# What the task requires:
Your answer should consist of the lines in the following data that contain "main".

# Recorded data:
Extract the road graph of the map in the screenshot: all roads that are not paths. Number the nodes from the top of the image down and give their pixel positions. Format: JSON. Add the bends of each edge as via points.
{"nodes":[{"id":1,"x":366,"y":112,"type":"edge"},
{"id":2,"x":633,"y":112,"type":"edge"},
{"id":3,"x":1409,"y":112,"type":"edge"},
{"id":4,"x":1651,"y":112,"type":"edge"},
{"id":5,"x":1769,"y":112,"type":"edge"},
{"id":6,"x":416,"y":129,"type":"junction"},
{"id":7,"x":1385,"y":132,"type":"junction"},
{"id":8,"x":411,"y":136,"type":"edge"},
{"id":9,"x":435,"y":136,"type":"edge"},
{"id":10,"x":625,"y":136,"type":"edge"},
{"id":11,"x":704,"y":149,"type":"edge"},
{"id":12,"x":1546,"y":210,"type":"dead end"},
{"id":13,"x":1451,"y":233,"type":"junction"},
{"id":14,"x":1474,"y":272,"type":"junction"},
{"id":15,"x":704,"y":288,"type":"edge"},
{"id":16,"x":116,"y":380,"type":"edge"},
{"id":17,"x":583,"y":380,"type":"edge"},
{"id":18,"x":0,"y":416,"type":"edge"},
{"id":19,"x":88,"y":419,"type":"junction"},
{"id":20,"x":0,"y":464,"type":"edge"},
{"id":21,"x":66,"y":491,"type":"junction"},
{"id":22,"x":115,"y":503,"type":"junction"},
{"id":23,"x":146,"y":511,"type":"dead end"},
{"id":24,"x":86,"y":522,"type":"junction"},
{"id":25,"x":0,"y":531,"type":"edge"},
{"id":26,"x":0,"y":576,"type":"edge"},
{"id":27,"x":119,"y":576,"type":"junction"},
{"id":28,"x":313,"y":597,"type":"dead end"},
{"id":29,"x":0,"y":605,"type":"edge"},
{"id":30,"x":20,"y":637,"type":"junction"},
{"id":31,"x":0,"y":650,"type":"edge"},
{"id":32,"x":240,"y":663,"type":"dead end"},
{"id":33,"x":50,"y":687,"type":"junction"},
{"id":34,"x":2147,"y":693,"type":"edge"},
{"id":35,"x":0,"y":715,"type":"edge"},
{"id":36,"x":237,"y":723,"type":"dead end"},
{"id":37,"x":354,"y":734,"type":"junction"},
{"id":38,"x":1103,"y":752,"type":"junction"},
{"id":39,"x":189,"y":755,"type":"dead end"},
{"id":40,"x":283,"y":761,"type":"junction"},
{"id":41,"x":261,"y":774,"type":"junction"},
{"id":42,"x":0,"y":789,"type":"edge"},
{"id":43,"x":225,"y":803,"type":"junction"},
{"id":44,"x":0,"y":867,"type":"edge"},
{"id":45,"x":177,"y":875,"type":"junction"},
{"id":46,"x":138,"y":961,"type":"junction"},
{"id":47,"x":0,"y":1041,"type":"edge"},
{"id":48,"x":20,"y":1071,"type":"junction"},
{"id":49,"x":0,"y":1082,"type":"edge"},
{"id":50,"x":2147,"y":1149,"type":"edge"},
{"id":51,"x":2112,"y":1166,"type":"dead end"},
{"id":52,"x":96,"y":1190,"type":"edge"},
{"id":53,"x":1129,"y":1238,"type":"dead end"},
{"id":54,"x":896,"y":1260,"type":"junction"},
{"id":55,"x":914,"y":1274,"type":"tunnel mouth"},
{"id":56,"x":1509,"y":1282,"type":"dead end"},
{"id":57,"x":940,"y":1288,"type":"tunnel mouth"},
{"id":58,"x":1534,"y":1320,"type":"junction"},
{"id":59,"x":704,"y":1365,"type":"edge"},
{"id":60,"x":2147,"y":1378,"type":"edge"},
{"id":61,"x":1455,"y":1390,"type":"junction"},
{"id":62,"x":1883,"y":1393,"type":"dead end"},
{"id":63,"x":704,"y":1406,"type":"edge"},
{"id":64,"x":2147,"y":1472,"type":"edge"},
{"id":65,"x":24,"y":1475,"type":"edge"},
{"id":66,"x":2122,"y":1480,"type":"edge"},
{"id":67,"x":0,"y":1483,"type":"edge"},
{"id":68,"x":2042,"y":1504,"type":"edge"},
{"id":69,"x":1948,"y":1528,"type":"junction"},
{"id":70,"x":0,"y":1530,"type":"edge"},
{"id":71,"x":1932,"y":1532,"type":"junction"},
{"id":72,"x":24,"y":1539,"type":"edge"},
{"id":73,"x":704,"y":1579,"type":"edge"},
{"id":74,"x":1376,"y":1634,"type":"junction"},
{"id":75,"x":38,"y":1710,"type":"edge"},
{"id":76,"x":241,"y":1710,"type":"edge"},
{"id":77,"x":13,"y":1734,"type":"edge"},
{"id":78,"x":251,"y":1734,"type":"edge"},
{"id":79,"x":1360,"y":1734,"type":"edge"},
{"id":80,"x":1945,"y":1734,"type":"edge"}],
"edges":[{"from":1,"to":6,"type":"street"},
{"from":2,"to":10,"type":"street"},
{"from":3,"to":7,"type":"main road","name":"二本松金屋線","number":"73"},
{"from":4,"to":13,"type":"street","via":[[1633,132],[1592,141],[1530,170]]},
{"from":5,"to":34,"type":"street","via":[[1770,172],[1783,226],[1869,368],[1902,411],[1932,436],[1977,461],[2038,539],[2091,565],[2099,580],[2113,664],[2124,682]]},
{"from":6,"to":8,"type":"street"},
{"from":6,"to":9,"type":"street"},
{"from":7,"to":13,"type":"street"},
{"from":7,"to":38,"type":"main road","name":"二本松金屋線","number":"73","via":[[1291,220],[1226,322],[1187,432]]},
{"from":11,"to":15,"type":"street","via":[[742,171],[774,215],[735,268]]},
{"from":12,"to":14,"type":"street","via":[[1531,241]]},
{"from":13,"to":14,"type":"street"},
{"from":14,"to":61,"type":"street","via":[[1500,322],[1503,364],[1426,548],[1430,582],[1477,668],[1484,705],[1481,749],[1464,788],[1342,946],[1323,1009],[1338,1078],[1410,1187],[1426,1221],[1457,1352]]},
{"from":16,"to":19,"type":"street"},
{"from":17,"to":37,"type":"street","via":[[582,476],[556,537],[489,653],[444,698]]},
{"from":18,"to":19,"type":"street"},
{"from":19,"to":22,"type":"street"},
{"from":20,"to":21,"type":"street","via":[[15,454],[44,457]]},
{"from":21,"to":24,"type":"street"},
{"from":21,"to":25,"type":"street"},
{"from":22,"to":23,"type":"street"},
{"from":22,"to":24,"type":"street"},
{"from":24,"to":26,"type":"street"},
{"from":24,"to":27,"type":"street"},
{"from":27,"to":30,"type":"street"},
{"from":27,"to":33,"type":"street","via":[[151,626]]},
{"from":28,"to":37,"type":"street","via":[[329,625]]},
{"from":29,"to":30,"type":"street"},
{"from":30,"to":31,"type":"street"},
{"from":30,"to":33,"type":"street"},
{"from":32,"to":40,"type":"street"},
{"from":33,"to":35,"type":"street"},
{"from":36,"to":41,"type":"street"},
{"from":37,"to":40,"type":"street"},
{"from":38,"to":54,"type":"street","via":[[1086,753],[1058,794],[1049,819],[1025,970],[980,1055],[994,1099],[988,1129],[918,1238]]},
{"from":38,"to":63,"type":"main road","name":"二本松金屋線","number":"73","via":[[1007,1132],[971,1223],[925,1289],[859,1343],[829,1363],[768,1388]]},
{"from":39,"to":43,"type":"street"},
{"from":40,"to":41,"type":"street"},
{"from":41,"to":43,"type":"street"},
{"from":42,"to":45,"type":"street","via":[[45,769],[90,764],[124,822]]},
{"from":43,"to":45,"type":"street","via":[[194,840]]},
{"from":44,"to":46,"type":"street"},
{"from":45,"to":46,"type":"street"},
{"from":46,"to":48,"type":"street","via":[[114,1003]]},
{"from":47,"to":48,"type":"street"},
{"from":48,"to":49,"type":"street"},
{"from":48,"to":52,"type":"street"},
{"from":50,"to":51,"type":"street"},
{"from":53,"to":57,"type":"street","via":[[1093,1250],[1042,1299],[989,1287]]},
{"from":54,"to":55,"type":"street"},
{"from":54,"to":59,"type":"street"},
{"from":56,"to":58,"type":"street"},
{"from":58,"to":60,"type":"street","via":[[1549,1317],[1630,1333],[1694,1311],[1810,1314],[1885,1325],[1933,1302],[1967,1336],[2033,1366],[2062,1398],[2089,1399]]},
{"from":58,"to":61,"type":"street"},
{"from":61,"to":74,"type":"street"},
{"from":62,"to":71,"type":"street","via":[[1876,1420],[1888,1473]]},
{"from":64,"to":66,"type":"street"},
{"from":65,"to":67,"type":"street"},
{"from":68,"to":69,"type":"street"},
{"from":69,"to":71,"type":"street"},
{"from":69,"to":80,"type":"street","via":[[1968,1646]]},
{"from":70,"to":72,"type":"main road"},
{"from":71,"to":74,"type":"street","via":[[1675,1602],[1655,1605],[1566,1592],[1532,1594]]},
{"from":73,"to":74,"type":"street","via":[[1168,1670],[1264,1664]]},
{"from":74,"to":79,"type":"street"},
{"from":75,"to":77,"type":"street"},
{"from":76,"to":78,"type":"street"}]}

# Completed task:
{"from":3,"to":7,"type":"main road","name":"二本松金屋線","number":"73"},
{"from":7,"to":38,"type":"main road","name":"二本松金屋線","number":"73","via":[[1291,220],[1226,322],[1187,432]]},
{"from":38,"to":63,"type":"main road","name":"二本松金屋線","number":"73","via":[[1007,1132],[971,1223],[925,1289],[859,1343],[829,1363],[768,1388]]},
{"from":70,"to":72,"type":"main road"},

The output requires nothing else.